Monday, July 23, 2001
'Emeril' needs seasoning before fall debut
PASADENA, Calif. Popular cable TV chef Emeril Lagasse says he's not worried about TV critics' harsh reception for his Emeril comedy on NBC. In a word, their reaction was BAM!
I've got very thick skin, because I've been in the restaurant business for a long time, says the New Orleans restaurant owner and star of Emeril Live and The Essence of Emeril on the Food Network.
I'm just going to do what I'm going to do, and give it my best shot, he told the Television Critics Association meeting here.
But chances are he's never served anything to food critics as half-baked as this sitcom about a cable TV cooking expert who seldom sees his wife and kids. Producer Linda Bloodworth (Designing Women) is rewriting the pilot, dropping most of the family scenes at home, and focusing on the workplace comedy.
It will be considerably different from what you saw, cautions Jeff Zucker, the NBC Entertainment president who has scheduled Emeril at 8 p.m. Tuesday this fall the same time slot in which the Michael Richards Show failed a year ago.
Emeril, 43, essentially plays himself, the TV superchef on a cable TV show produced by two strong-willed women played by Lisa Ann Walter (Life's Work) and Sherri Shepherd (Robert's police partner on Everybody Loves Raymond). Robert Urich (Vega$, Spenser: For Hire) has been added recently as Emeril's agent.

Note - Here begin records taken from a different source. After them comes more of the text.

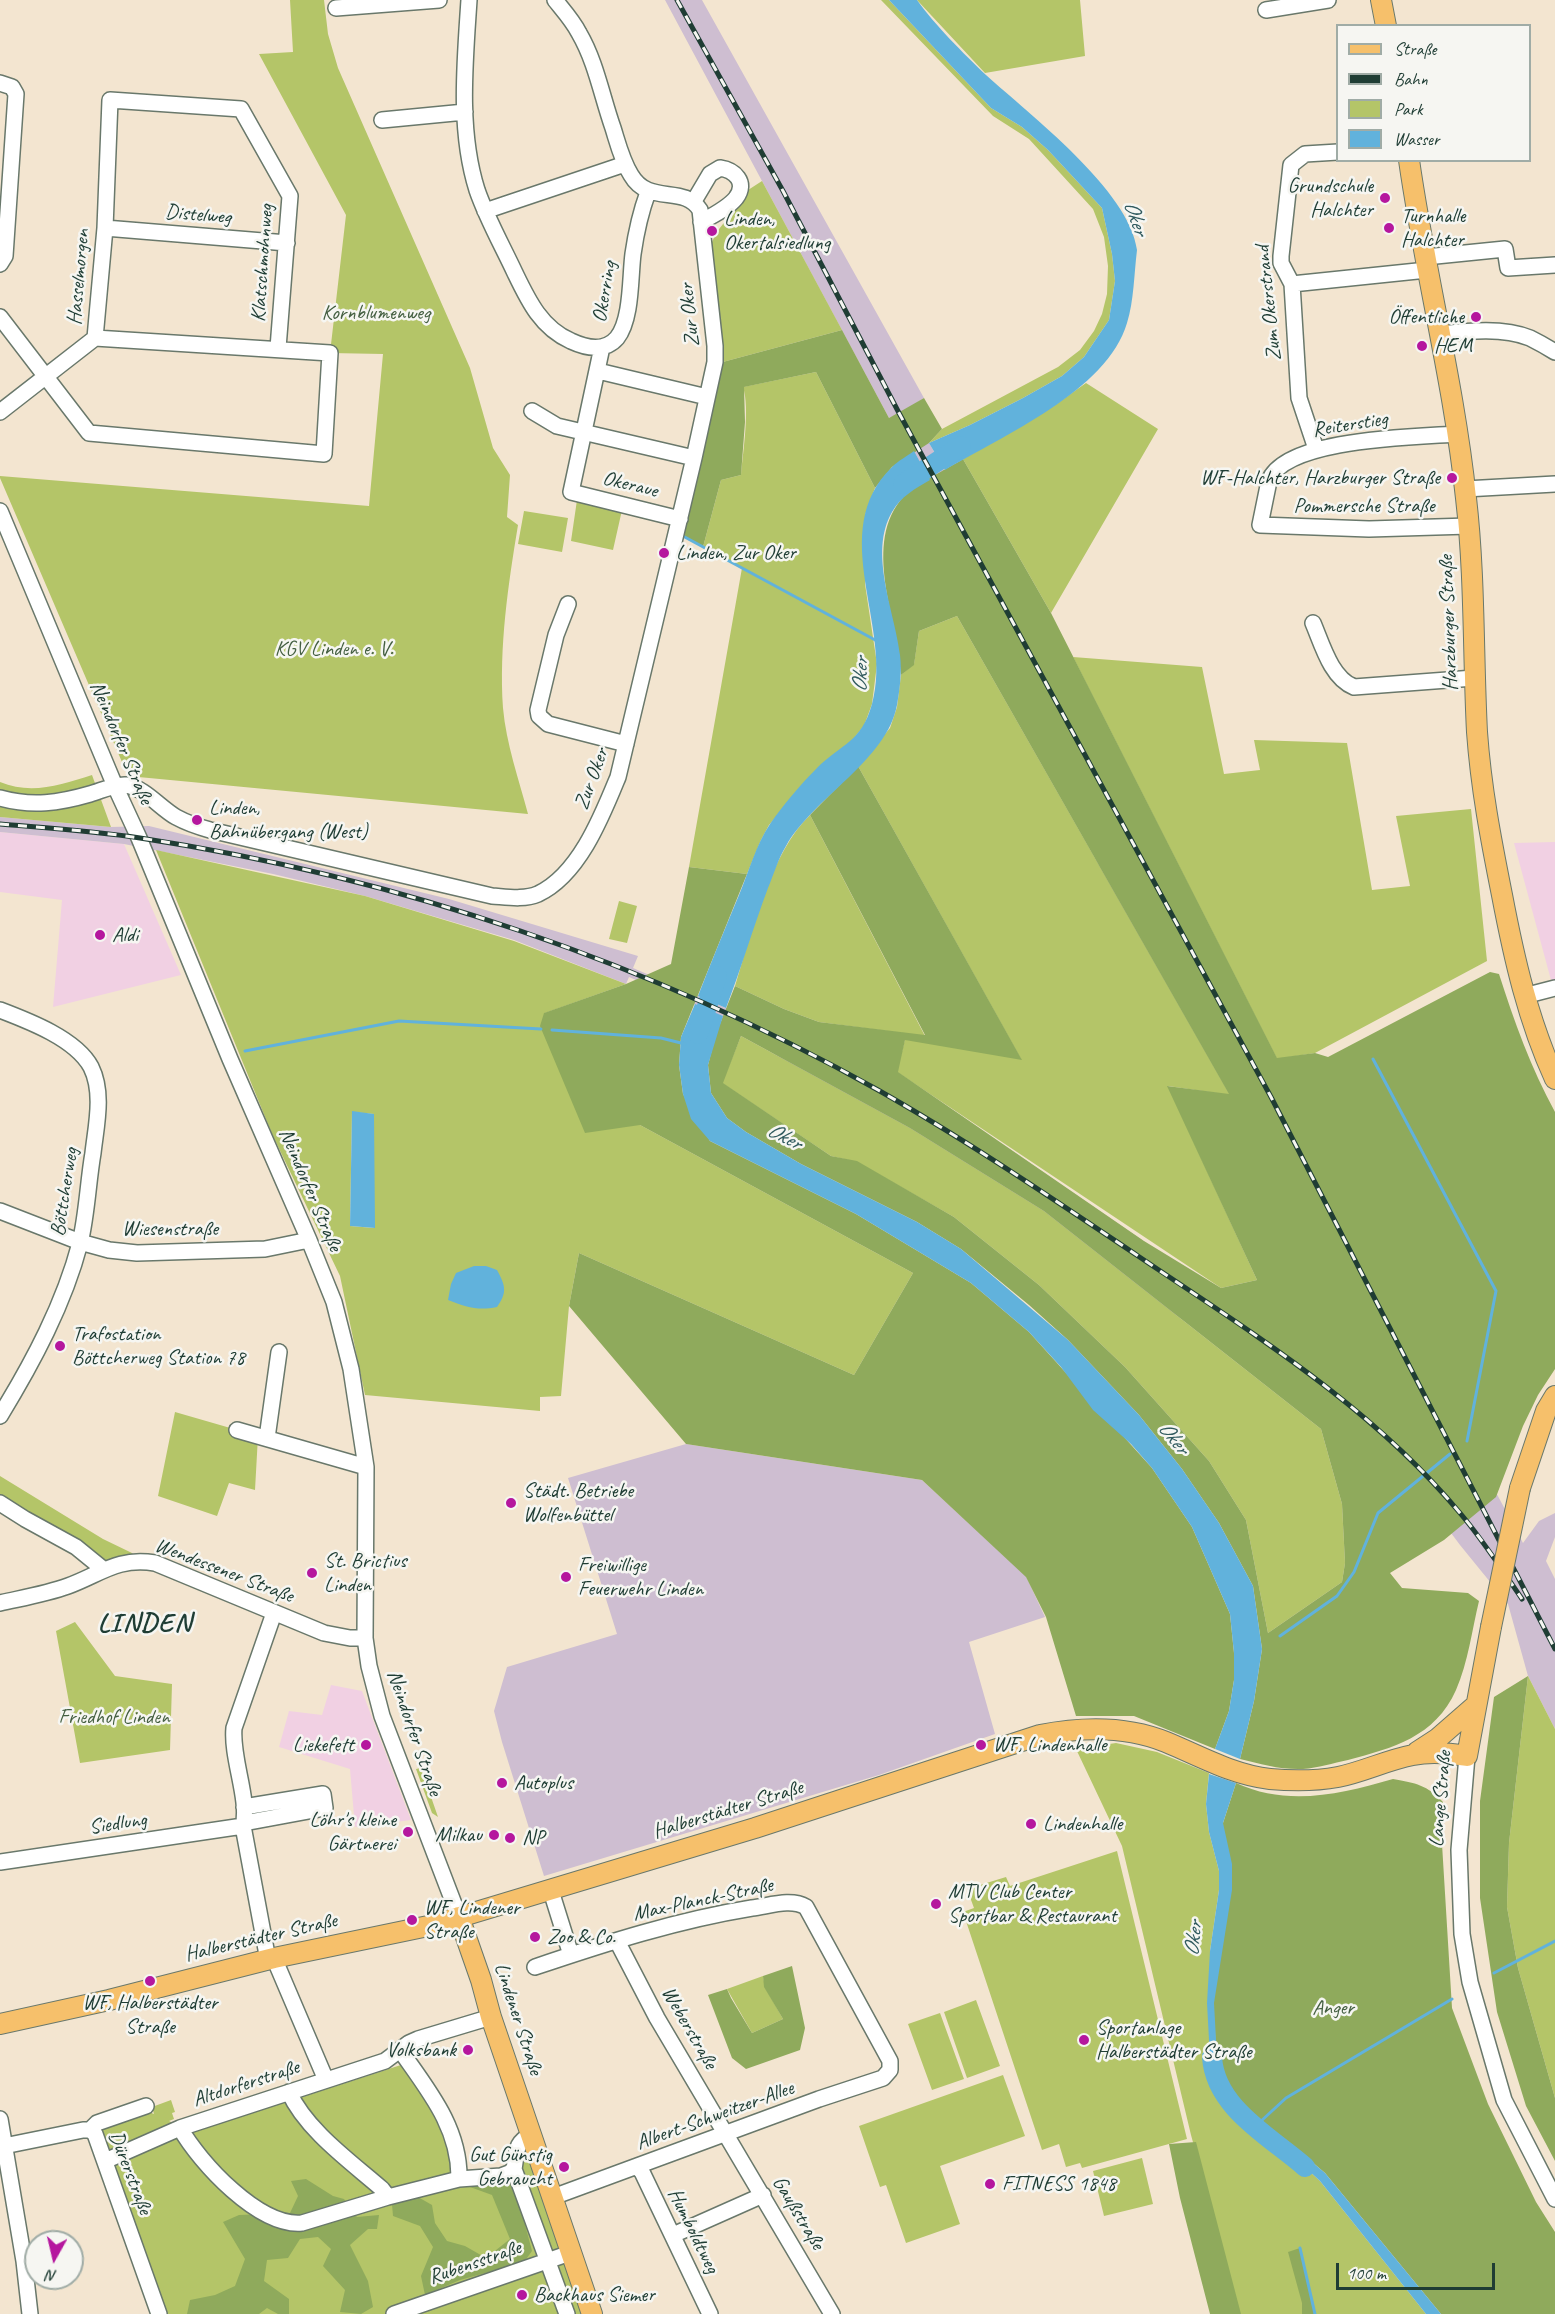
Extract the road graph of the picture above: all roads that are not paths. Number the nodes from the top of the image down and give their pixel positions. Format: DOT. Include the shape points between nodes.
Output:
graph roads {
  1 [pos="439,0"];
  2 [pos="469,0"];
  3 [pos="555,0"];
  4 [pos="1328,0"];
  5 [pos="1382,0"];
  6 [pos="336,8"];
  7 [pos="1266,10"];
  8 [pos="1386,24"];
  9 [pos="0,83"];
  10 [pos="110,100"];
  11 [pos="465,112"];
  12 [pos="382,120"];
  13 [pos="1336,152"];
  14 [pos="1409,162"];
  15 [pos="625,164"];
  16 [pos="648,192"];
  17 [pos="694,201"];
  18 [pos="486,212"];
  19 [pos="701,222"];
  20 [pos="105,228"];
  21 [pos="287,243"];
  22 [pos="0,264"];
  23 [pos="1427,264"];
  24 [pos="1555,265"];
  25 [pos="1292,284"];
  26 [pos="0,317"];
  27 [pos="1440,334"];
  28 [pos="95,338"];
  29 [pos="602,347"];
  30 [pos="278,348"];
  31 [pos="1555,352"];
  32 [pos="598,372"];
  33 [pos="45,375"];
  34 [pos="708,397"];
  35 [pos="0,411"];
  36 [pos="532,411"];
  37 [pos="584,432"];
  38 [pos="1458,434"];
  39 [pos="1316,449"];
  40 [pos="694,458"];
  41 [pos="1555,484"];
  42 [pos="1465,489"];
  43 [pos="0,511"];
  44 [pos="680,519"];
  45 [pos="1260,525"];
  46 [pos="1469,526"];
  47 [pos="568,604"];
  48 [pos="1312,623"];
  49 [pos="1474,678"];
  50 [pos="626,744"];
  51 [pos="115,786"];
  52 [pos="0,798"];
  53 [pos="1555,988"];
  54 [pos="1524,996"];
  55 [pos="0,1010"];
  56 [pos="0,1016"];
  57 [pos="1555,1079"];
  58 [pos="0,1212"];
  59 [pos="309,1240"];
  60 [pos="80,1242"];
  61 [pos="279,1352"];
  62 [pos="1555,1396"];
  63 [pos="0,1416"];
  64 [pos="237,1430"];
  65 [pos="267,1438"];
  66 [pos="366,1467"];
  67 [pos="0,1503"];
  68 [pos="103,1569"];
  69 [pos="0,1603"];
  70 [pos="274,1613"];
  71 [pos="365,1638"];
  72 [pos="1476,1705"];
  73 [pos="1412,1755"];
  74 [pos="1467,1756"];
  75 [pos="244,1807"];
  76 [pos="244,1825"];
  77 [pos="0,1862"];
  78 [pos="551,1891"];
  79 [pos="459,1917"];
  80 [pos="617,1941"];
  81 [pos="571,1955"];
  82 [pos="271,1959"];
  83 [pos="535,1967"];
  84 [pos="491,2017"];
  85 [pos="0,2024"];
  86 [pos="400,2049"];
  87 [pos="890,2070"];
  88 [pos="326,2080"];
  89 [pos="289,2092"];
  90 [pos="146,2106"];
  91 [pos="0,2119"];
  92 [pos="180,2128"];
  93 [pos="90,2130"];
  94 [pos="531,2134"];
  95 [pos="726,2135"];
  96 [pos="4,2146"];
  97 [pos="105,2161"];
  98 [pos="638,2167"];
  99 [pos="514,2169"];
  100 [pos="459,2180"];
  101 [pos="763,2195"];
  102 [pos="552,2197"];
  103 [pos="388,2198"];
  104 [pos="1555,2199"];
  105 [pos="673,2235"];
  106 [pos="570,2253"];
  107 [pos="549,2260"];
  108 [pos="414,2311"];
  109 [pos="30,2314"];
  110 [pos="159,2314"];
  111 [pos="394,2314"];
  112 [pos="567,2314"];
  113 [pos="592,2314"];
  114 [pos="710,2314"];
  115 [pos="832,2314"];
  1 -- 6 [label="street"];
  2 -- 11 [label="street, Okerring"];
  3 -- 15 [label="street" via="588,51"];
  4 -- 7 [label="street"];
  5 -- 8 [label="main road"];
  9 -- 22 [label="street" via="12,87 16,94 5,256"];
  10 -- 20 [label="street, Hasselmorgen"];
  10 -- 21 [label="street, Klatschmohnweg" via="241,109 290,196"];
  11 -- 12 [label="street"];
  11 -- 18 [label="street, Okerring" via="471,166"];
  13 -- 25 [label="street, Zum Okerstrand" via="1305,154 1291,165 1281,263"];
  14 -- 23 [label="main road, Harzburger Straße"];
  15 -- 16 [label="street"];
  15 -- 18 [label="street"];
  16 -- 17 [label="street"];
  16 -- 29 [label="street, Okerring" via="633,251 624,325 615,340"];
  17 -- 19 [label="street, Zur Oker"];
  17 -- 19 [label="street" via="710,174 720,168 734,172 740,179 736,198"];
  18 -- 29 [label="street, Okerring" via="537,315 567,339 588,347"];
  19 -- 34 [label="street, Zur Oker" via="716,346"];
  20 -- 21 [label="street, Distelweg"];
  20 -- 28 [label="street, Hasselmorgen"];
  21 -- 30 [label="street, Klatschmohnweg"];
  23 -- 24 [label="street" via="1505,249 1508,268"];
  23 -- 25 [label="street"];
  23 -- 27 [label="main road, Harzburger Straße"];
  25 -- 39 [label="street, Zum Okerstrand" via="1299,398"];
  26 -- 33 [label="street"];
  27 -- 31 [label="street" via="1511,333"];
  27 -- 38 [label="main road, Harzburger Straße"];
  28 -- 30 [label="street"];
  28 -- 33 [label="street, Hasselmorgen"];
  29 -- 32 [label="street"];
  30 -- 33 [label="street" via="330,353 324,454 89,433"];
  32 -- 34 [label="street"];
  32 -- 37 [label="street"];
  33 -- 35 [label="street, Hasselmorgen"];
  34 -- 40 [label="street, Zur Oker"];
  36 -- 37 [label="street" via="557,426"];
  37 -- 40 [label="street"];
  37 -- 44 [label="street, Okeraue" via="571,492"];
  38 -- 39 [label="street, Reiterstieg"];
  38 -- 42 [label="main road, Harzburger Straße"];
  39 -- 45 [label="street, Reiterstieg" via="1271,474"];
  40 -- 44 [label="street, Zur Oker"];
  41 -- 42 [label="street"];
  42 -- 46 [label="main road, Harzburger Straße"];
  43 -- 51 [label="street, Neindorfer Straße"];
  44 -- 50 [label="street, Zur Oker"];
  45 -- 46 [label="street, Pommersche Straße" via="1369,529"];
  46 -- 49 [label="main road, Harzburger Straße"];
  47 -- 50 [label="street" via="556,635 538,716 548,724"];
  48 -- 49 [label="street" via="1337,675 1354,687"];
  49 -- 54 [label="main road, Harzburger Straße" via="1484,807"];
  50 -- 51 [label="street, Zur Oker" via="603,814 576,860 551,886 524,897 474,893 210,830 175,817 135,789"];
  51 -- 52 [label="street" via="47,804"];
  51 -- 59 [label="street, Neindorfer Straße"];
  53 -- 54 [label="street"];
  54 -- 57 [label="main road, Harzburger Straße"];
  55 -- 56 [label="street"];
  55 -- 60 [label="street, Böttcherweg" via="69,1044 84,1057 94,1075 98,1106"];
  58 -- 60 [label="street, Wiesenstraße"];
  59 -- 60 [label="street, Wiesenstraße" via="265,1249 137,1253"];
  59 -- 66 [label="street, Neindorfer Straße" via="334,1302 351,1368"];
  60 -- 63 [label="street, Böttcherweg" via="52,1318"];
  61 -- 65 [label="street"];
  62 -- 72 [label="main road, Lange Straße, bridge" via="1546,1411 1520,1488"];
  64 -- 65 [label="street"];
  65 -- 66 [label="street"];
  66 -- 71 [label="street, Neindorfer Straße"];
  67 -- 68 [label="street" via="76,1547"];
  68 -- 69 [label="street, Wendessener Straße" via="67,1586"];
  68 -- 70 [label="street, Wendessener Straße" via="123,1562 155,1563"];
  70 -- 71 [label="street, Wendessener Straße" via="324,1633"];
  70 -- 75 [label="street" via="234,1728"];
  71 -- 79 [label="street, Neindorfer Straße" via="382,1716"];
  72 -- 73 [label="main road"];
  72 -- 74 [label="main road, Lange Straße"];
  73 -- 74 [label="main road, Halberstädter Straße" via="1438,1752"];
  73 -- 78 [label="main road, Halberstädter Straße" via="1339,1777 1308,1781 1268,1779 1241,1773 1140,1734 1085,1728 1040,1736"];
  74 -- 104 [label="street, Lange Straße" via="1459,1850 1462,1934 1470,1982 1504,2100"];
  75 -- 76 [label="street"];
  75 -- 76 [label="street, Siedlung" via="323,1794 325,1808"];
  76 -- 77 [label="street, Siedlung"];
  76 -- 82 [label="street"];
  78 -- 79 [label="main road, Halberstädter Straße"];
  78 -- 81 [label="street"];
  79 -- 82 [label="main road, Halberstädter Straße"];
  79 -- 84 [label="main road, Lindener Straße"];
  80 -- 81 [label="street, Max-Planck-Straße"];
  80 -- 87 [label="street, Max-Planck-Straße" via="717,1914 800,1903 806,1907 883,2048"];
  80 -- 95 [label="street, Weberstraße"];
  81 -- 83 [label="street, Max-Planck-Straße"];
  82 -- 85 [label="main road, Halberstädter Straße"];
  82 -- 88 [label="street"];
  84 -- 86 [label="street, Altdorferstraße" via="418,2038"];
  84 -- 94 [label="main road, Lindener Straße"];
  86 -- 88 [label="street, Altdorferstraße" via="385,2061"];
  86 -- 100 [label="street" via="451,2130"];
  87 -- 95 [label="street, Albert-Schweitzer-Allee" via="883,2078"];
  88 -- 89 [label="street, Altdorferstraße"];
  89 -- 92 [label="street, Altdorferstraße"];
  89 -- 103 [label="street" via="311,2124"];
  90 -- 93 [label="street" via="97,2123"];
  91 -- 96 [label="street"];
  92 -- 97 [label="street, Altdorferstraße"];
  92 -- 103 [label="street" via="202,2160 225,2182 255,2208 283,2222 302,2223"];
  93 -- 96 [label="street, Dürerstraße"];
  93 -- 97 [label="street, Dürerstraße"];
  94 -- 99 [label="street" via="518,2146"];
  94 -- 102 [label="main road, Lindener Straße"];
  95 -- 98 [label="street, Albert-Schweitzer-Allee"];
  95 -- 101 [label="street, Gaußstraße"];
  96 -- 109 [label="street"];
  97 -- 110 [label="street, Dürerstraße"];
  98 -- 102 [label="street, Albert-Schweitzer-Allee"];
  98 -- 105 [label="street, Humboldtweg"];
  99 -- 100 [label="street" via="501,2176"];
  99 -- 107 [label="street"];
  100 -- 103 [label="street"];
  101 -- 105 [label="street"];
  101 -- 115 [label="street, Gaußstraße"];
  102 -- 106 [label="main road, Lindener Straße"];
  105 -- 114 [label="street, Humboldtweg"];
  106 -- 107 [label="street, Rubensstraße"];
  106 -- 113 [label="main road, Lindener Straße"];
  107 -- 108 [label="street, Rubensstraße"];
  107 -- 112 [label="street"];
  108 -- 111 [label="street, Rubensstraße"];
}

The plan was to put Emeril Lagasse, who is this fabulous personality, in the middle of some very loud, mouthy Designing Women with great food, Ms. Bloodworth says.
NBC executives, however, wanted an 8 p.m. family show, and insisted on the home life being added to the recipe a classic case of too many cooks spoiling the bisque. Ms. Bloodworth has returned to what she originally cooked up.
I was very attracted to Emeril as a personality. He has a very blessed, very Jackie Gleason kind of a persona, she says.
I think that Bob Urich and Emeril are going to now get to do for men what I hope the Designing Women did for women. It's kind of one, long male rant about what they're upset about over the last 20 years of men's evolution, she says.
One long rant also describes most of the Emeril press conference with TV critics who had seen the pilot.
I was kind of surprised by . . . so much negative reaction, Ms. Bloodworth says, noting that Emeril was NBC's highest-testing pilot in audience research. I was a little bit shocked at the negative response before anyone (viewers) had seen it.
Critics grilled Ms. Bloodworth, and her husband, producer Harry Thomason, about why they think Emeril will succeed when popular performers like Bette Midler, John Goodman, Nathan Lane, Geena Davis and Mr. Richards have failed in sitcoms.
We think we're going to measure up, says Ms. Bloodworth, who passed up a chance to produce CBS' Bette
last season. We hope ours will be better.
Her secret ingredient is Emeril. Although many critics didn't like the show, some reluctantly admitted they were surprimpressed with the chef's charming personality and candor.
I love people, I love food, and I think that comes across, says Emeril, who was a rock band musician before studying the culinary arts.
For Emeril, a sitcom was never on the menu. The producers had to talk him into trying comedy.
I wasn't really convinced in the beginning, he says. And the first thing was that I had to feel a sense of team.
He also had to rearrange his busy life. He has worked out a plan to tape a full schedule of shows for both Emeril Live and Essence this season, says Judy Girard, Food Network president.
(Emeril) will be with us a long time, she says. He is one of those people that doesn't need a lot of sleep, and can figure out how to do all this.
He's also very confident in his abilities, which comes from years of being second-guessed by restaurant critics and failing on television. He was fired from Food TV's How to Boil Water because he was over-qualified. Then came the short-lived Emeril and Friends on the cable network. It stunk, he says.
And then finally, when they let me be me, the Essence of Emeril began, he says. The Food Network's signature show led to his Friday appearances on ABC's Good Morning America.
Having done nearly 1,100 cable cooking shows, though, wasn't enough seasoning for a sitcom.
I will tell you this: It'svery, very hard work (and) extremely long days... I'm just going to
work hard at it, he says.
I'm real. I'm not trying to be anybody. I'm just me and people feel that, he says. I won't be any different than when I started on the Food Network -- other than busier -- and I'm ready for that.
To succeed on NBC, Emeril must kick it up a notch -- or the critics will roast him again. BAM!